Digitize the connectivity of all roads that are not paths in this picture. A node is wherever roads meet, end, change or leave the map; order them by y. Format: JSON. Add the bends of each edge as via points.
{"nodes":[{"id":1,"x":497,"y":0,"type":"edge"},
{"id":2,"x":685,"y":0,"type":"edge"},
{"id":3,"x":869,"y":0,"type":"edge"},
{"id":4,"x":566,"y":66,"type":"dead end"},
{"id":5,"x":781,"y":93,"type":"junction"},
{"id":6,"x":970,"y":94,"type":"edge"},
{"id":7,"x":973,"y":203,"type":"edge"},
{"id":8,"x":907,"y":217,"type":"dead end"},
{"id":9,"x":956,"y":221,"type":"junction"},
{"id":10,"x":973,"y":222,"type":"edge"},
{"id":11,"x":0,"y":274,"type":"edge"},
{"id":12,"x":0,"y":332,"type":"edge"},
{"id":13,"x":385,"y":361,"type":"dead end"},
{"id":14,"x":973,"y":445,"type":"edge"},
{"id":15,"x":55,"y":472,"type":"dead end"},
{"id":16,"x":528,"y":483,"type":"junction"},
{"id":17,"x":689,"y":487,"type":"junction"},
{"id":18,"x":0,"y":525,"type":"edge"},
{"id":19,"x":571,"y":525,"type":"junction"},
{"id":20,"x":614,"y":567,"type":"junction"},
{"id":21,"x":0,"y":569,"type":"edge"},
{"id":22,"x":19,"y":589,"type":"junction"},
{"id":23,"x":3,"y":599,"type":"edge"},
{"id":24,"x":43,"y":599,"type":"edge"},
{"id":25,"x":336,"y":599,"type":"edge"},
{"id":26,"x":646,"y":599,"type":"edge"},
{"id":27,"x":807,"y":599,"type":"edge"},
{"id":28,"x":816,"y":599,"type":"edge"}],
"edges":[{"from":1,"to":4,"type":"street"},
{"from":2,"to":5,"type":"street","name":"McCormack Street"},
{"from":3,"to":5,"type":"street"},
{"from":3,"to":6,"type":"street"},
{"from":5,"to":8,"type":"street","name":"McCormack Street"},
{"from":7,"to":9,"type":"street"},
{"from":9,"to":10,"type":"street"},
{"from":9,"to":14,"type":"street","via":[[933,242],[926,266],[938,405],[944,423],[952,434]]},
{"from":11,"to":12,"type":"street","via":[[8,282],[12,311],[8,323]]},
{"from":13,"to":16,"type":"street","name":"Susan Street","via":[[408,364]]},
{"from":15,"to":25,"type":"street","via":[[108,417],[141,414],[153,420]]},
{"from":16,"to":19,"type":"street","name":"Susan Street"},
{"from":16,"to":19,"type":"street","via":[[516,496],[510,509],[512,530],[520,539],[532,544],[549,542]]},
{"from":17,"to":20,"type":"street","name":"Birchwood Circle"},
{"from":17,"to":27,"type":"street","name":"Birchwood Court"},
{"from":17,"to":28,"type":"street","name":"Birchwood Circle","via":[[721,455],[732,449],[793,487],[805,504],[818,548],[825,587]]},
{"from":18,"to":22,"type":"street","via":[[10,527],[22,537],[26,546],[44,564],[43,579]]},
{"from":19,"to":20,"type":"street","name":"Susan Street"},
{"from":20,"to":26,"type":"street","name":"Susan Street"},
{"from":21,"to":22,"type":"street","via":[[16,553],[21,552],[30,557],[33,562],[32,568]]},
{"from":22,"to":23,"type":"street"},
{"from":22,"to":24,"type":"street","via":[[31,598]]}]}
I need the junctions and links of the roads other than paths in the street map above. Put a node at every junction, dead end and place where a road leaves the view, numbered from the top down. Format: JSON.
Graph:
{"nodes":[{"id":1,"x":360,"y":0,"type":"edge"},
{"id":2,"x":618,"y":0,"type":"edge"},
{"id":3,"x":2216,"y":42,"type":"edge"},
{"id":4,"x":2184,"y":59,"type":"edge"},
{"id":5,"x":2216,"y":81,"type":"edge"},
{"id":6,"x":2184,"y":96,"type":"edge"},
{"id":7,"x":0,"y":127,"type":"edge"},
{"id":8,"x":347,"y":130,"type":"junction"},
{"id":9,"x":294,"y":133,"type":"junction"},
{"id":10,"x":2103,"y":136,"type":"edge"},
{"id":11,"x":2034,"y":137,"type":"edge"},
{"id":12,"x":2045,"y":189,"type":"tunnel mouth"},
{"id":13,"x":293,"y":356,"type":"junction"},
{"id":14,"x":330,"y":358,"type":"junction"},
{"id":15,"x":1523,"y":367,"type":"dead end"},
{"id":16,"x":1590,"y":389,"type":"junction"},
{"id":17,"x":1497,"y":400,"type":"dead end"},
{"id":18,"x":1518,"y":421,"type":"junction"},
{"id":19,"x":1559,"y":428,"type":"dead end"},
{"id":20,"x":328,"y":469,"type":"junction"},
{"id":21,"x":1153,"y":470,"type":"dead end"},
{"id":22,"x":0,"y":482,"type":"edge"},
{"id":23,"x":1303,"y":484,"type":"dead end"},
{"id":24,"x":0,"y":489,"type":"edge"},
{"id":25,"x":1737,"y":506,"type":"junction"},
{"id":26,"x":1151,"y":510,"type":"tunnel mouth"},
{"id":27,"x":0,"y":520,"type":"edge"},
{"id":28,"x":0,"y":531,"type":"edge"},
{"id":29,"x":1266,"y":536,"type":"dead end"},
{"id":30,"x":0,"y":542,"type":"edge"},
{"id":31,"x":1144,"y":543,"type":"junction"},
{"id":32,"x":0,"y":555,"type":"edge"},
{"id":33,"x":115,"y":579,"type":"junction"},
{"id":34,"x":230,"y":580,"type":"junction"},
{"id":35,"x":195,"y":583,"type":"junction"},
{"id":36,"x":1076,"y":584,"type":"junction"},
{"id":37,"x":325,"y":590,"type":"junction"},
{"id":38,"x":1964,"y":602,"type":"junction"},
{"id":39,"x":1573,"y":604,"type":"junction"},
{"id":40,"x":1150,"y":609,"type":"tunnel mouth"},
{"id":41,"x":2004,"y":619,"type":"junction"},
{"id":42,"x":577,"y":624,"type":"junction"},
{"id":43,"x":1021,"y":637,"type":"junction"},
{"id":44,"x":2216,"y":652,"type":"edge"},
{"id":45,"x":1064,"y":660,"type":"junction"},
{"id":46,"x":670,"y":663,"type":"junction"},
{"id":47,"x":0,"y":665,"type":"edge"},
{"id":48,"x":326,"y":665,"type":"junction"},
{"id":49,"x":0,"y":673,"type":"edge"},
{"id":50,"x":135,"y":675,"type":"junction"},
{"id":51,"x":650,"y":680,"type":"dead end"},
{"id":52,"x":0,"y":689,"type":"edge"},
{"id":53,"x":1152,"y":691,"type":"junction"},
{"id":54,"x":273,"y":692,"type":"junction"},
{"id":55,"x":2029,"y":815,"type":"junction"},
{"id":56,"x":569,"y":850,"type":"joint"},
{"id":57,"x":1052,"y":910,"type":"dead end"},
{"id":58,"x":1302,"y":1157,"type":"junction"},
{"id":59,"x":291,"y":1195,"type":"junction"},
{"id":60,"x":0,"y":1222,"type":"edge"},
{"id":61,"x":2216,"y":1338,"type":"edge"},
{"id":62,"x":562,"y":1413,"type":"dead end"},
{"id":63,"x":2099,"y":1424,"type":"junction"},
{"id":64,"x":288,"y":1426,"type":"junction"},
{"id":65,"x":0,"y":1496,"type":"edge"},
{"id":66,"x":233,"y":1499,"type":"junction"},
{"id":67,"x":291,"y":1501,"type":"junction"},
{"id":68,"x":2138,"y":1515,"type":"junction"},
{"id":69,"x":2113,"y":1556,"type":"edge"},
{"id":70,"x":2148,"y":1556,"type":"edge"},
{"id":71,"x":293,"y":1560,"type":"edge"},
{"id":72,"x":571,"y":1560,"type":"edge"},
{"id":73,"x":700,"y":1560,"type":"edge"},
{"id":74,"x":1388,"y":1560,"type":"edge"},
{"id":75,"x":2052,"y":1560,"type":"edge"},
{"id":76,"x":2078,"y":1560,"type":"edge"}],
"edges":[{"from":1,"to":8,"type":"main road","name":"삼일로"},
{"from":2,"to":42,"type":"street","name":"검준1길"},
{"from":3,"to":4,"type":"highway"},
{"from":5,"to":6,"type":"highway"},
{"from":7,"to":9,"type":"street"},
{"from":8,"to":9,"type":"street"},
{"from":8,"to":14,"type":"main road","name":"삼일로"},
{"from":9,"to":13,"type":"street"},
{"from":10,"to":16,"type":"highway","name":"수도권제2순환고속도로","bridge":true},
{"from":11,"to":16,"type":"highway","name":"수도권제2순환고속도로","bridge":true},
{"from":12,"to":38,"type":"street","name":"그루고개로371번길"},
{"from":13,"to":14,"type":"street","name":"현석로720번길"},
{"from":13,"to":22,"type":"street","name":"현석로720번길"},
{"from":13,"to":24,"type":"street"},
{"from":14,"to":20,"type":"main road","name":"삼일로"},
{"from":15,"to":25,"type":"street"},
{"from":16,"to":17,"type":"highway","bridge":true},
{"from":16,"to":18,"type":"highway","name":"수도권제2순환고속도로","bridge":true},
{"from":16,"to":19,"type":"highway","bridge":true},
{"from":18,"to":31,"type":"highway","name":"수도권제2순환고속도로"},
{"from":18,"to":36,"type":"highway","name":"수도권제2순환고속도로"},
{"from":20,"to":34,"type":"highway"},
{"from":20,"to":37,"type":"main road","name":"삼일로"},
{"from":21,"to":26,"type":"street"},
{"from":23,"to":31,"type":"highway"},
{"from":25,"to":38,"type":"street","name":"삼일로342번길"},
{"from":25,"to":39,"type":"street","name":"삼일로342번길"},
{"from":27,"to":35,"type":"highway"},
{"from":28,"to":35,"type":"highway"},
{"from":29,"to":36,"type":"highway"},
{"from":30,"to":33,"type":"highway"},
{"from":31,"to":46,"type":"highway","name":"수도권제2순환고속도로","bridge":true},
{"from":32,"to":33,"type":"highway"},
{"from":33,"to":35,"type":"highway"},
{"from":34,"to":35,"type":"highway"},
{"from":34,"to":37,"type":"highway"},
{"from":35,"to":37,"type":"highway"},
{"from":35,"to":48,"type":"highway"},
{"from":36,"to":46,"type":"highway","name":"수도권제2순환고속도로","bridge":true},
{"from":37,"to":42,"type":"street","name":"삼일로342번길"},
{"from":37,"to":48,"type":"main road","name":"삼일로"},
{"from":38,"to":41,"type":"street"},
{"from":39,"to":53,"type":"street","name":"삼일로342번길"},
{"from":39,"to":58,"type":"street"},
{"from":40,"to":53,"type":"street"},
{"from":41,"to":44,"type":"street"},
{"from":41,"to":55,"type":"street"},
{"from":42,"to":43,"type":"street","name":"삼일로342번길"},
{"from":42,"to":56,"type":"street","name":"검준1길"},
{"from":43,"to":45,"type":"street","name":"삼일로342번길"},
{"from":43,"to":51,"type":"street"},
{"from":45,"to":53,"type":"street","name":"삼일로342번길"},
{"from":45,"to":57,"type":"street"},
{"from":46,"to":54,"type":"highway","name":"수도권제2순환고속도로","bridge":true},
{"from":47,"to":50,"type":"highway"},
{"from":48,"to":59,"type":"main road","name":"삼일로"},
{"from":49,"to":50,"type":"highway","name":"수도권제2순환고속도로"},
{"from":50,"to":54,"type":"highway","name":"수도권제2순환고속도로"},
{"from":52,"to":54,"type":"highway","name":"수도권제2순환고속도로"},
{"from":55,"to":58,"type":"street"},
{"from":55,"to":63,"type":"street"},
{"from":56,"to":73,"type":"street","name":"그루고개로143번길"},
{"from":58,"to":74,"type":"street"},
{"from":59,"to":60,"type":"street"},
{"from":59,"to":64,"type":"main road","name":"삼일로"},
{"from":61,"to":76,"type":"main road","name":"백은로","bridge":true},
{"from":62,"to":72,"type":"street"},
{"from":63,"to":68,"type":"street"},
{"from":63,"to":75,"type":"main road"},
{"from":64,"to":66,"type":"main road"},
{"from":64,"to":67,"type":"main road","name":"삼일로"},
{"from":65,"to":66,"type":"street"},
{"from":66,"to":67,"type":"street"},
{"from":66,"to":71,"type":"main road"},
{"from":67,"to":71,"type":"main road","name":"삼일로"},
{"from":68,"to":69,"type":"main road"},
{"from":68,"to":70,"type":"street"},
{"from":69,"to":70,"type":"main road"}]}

..............................

- [AIM OF THE TASK]: Search the entries for the word "paths" and show every line that has it.

- [FINISHED TASK]:
Digitize the connectivity of all roads that are not paths in this picture. A node is wherever roads meet, end, change or leave the map; order them by y. Format: JSON. Add the bends of each edge as via points.
I need the junctions and links of the roads other than paths in the street map above. Put a node at every junction, dead end and place where a road leaves the view, numbered from the top down. Format: JSON.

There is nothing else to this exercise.